Dexter was right to stop his series. His writing remained magnificently British to the end, but all series get stail and sometimes the authors just need the opportunity to move on to something else. And like with Jeremy Brett's death, even the production of a prequel could not be done, because the man who ultimately 'is' the part of Morse is no longer with us.

Since this is the last in the series, I gave it a five. Some of the earlier stories are better, and this one was a bit confusing in some spots. There seem to be suspects all over the place, and yet, some don't make sense. But the writing is so much better than most American mystery writers, and as I said, the end nearly brought me to tears. Morse himself, while treating his symptoms which he knows indicate a heart attack in happening with acid reflux medicine, he continues to be himself and solve the one case from which he tried to distance himself, because of personal involvement with the victim.

Morse never finds the happiness of human companionship in his life. But his life is full never-the-less with his job, with his music and reading, and with his relationship with Lewis (who is surprised at the end with being the recipient of an inheritance from this man he thought did not respect him. but who loved him nevertheless).

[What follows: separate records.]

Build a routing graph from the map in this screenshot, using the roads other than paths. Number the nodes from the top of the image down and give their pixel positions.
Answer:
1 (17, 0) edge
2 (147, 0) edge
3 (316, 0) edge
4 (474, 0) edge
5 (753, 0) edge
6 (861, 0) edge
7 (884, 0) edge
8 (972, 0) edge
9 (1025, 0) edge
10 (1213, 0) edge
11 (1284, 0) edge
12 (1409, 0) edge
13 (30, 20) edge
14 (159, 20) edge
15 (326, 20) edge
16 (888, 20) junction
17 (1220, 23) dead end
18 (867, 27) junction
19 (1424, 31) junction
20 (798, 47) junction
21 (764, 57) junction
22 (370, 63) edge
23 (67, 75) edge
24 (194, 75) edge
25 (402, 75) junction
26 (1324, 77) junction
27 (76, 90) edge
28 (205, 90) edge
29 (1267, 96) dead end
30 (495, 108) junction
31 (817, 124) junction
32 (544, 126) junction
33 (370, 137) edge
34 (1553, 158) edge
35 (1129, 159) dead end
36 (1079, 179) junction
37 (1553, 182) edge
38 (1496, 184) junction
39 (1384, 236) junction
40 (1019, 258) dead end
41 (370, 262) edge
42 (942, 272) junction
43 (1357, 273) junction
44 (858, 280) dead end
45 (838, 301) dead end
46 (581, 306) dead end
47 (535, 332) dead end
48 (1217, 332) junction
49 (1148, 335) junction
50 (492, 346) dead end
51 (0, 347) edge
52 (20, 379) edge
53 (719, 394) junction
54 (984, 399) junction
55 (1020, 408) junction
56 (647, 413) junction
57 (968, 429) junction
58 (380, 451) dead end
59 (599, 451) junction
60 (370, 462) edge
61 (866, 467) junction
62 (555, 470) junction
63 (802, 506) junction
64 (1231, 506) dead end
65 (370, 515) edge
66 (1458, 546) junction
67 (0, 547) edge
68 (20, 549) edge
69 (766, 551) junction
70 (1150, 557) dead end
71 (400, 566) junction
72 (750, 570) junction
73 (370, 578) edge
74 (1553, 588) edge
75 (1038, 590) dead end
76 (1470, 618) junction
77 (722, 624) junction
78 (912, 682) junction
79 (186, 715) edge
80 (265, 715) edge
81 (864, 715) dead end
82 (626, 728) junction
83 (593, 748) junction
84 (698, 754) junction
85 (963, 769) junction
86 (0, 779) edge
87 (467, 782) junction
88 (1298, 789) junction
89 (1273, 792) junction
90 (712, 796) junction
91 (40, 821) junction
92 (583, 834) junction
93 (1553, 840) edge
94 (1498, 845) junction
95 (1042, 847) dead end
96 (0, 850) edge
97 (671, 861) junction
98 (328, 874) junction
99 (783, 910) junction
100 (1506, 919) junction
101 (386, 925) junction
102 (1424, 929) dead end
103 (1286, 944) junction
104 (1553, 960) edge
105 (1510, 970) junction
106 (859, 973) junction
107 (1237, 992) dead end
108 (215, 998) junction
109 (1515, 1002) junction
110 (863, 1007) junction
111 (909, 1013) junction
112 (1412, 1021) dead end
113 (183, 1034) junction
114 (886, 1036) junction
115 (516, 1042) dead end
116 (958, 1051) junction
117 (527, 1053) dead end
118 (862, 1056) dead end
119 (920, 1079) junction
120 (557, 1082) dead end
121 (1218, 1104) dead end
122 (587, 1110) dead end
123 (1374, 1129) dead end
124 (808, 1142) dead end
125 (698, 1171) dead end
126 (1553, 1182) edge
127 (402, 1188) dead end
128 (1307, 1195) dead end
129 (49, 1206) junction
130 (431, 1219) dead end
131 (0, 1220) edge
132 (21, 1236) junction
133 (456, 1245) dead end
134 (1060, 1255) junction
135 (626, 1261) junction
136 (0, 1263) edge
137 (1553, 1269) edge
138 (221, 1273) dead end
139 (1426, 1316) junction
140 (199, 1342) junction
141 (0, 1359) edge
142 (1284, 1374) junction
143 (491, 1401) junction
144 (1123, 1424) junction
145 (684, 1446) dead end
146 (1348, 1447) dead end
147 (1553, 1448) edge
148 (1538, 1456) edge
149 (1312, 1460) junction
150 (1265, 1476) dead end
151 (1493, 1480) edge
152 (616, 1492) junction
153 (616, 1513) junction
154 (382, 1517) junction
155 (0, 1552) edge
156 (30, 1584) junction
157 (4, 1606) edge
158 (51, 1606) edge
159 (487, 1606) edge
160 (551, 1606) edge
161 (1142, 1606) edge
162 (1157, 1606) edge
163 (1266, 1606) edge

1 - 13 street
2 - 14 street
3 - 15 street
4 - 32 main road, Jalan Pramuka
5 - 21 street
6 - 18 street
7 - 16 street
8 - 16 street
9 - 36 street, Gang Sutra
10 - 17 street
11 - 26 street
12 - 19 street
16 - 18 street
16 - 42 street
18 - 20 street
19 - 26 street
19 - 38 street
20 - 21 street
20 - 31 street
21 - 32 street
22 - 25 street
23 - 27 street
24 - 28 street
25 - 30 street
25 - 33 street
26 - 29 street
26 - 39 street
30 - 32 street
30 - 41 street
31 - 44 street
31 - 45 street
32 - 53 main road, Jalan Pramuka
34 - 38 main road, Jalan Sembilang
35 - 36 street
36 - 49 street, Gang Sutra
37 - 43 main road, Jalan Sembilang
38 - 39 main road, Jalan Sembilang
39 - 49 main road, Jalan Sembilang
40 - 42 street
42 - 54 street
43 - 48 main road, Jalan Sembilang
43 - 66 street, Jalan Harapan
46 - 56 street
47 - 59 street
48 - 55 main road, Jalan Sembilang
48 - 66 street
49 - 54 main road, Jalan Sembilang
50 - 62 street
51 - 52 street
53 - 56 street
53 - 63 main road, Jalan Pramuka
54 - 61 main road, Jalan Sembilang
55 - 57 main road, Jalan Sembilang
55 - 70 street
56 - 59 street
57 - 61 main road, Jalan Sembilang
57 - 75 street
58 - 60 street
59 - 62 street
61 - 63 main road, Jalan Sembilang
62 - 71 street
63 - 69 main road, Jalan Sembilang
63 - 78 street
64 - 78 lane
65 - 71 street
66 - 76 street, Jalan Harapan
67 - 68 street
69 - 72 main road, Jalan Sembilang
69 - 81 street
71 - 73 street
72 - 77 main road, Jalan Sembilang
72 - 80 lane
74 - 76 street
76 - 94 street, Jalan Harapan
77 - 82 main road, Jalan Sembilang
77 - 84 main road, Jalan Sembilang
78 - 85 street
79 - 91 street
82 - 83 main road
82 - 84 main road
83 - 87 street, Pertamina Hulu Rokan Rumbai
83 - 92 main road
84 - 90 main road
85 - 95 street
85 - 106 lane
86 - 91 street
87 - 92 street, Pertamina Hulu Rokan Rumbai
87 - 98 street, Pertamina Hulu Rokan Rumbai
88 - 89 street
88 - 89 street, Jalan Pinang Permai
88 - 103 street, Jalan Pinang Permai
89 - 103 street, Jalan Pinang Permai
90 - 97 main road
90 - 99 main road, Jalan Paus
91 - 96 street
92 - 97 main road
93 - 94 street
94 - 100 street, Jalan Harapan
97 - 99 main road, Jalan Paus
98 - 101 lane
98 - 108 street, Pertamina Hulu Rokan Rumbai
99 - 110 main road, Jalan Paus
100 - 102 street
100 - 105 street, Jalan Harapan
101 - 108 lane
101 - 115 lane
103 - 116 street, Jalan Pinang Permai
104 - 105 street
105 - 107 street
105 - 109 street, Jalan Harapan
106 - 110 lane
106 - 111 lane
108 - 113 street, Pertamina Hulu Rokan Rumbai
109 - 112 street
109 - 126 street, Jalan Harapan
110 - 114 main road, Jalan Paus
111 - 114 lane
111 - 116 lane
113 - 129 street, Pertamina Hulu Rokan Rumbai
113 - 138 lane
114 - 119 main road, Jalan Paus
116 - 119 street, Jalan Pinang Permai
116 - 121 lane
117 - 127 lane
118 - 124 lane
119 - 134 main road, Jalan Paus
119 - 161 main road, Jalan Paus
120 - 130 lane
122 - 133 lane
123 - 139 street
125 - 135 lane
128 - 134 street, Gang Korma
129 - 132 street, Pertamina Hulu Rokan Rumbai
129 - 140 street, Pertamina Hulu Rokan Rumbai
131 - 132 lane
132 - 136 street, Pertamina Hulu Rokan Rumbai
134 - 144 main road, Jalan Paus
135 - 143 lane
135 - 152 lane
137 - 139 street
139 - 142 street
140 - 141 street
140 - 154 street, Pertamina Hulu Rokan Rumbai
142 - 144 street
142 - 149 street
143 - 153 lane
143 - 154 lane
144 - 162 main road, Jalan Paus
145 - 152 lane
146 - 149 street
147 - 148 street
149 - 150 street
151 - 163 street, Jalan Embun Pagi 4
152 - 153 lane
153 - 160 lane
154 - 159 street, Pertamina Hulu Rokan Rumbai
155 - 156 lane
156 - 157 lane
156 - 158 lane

An appropriate ending to a wonderful series.

Karen Sadler

Rating: 5 stars
Summary: Excellent!
Review: Probably the best Morse novel of them all. I'm just sad it's the last. The plot is well thought out, and not obvious all the way until the end, leaving questions hanging in the air you have to find the answers to. Every twist and turn shows another side of Morse, perhaps taking you back in the series (if you've read the others), or giving you a place to relate to when you decide, after reading this one, that you should immediately go out and discover the rest of Morse's world.

Rating: 5 stars
Summary: All good things have to end
Review: The Inspector Morse book as well as TV series (played by John Thaw) was and still remains one of my favorits British mystery series. John Thaw was the perfect Inspector Morse and thinking back at reading this book, makes me so sad that both Inspector Morse and John Thaw have passed on.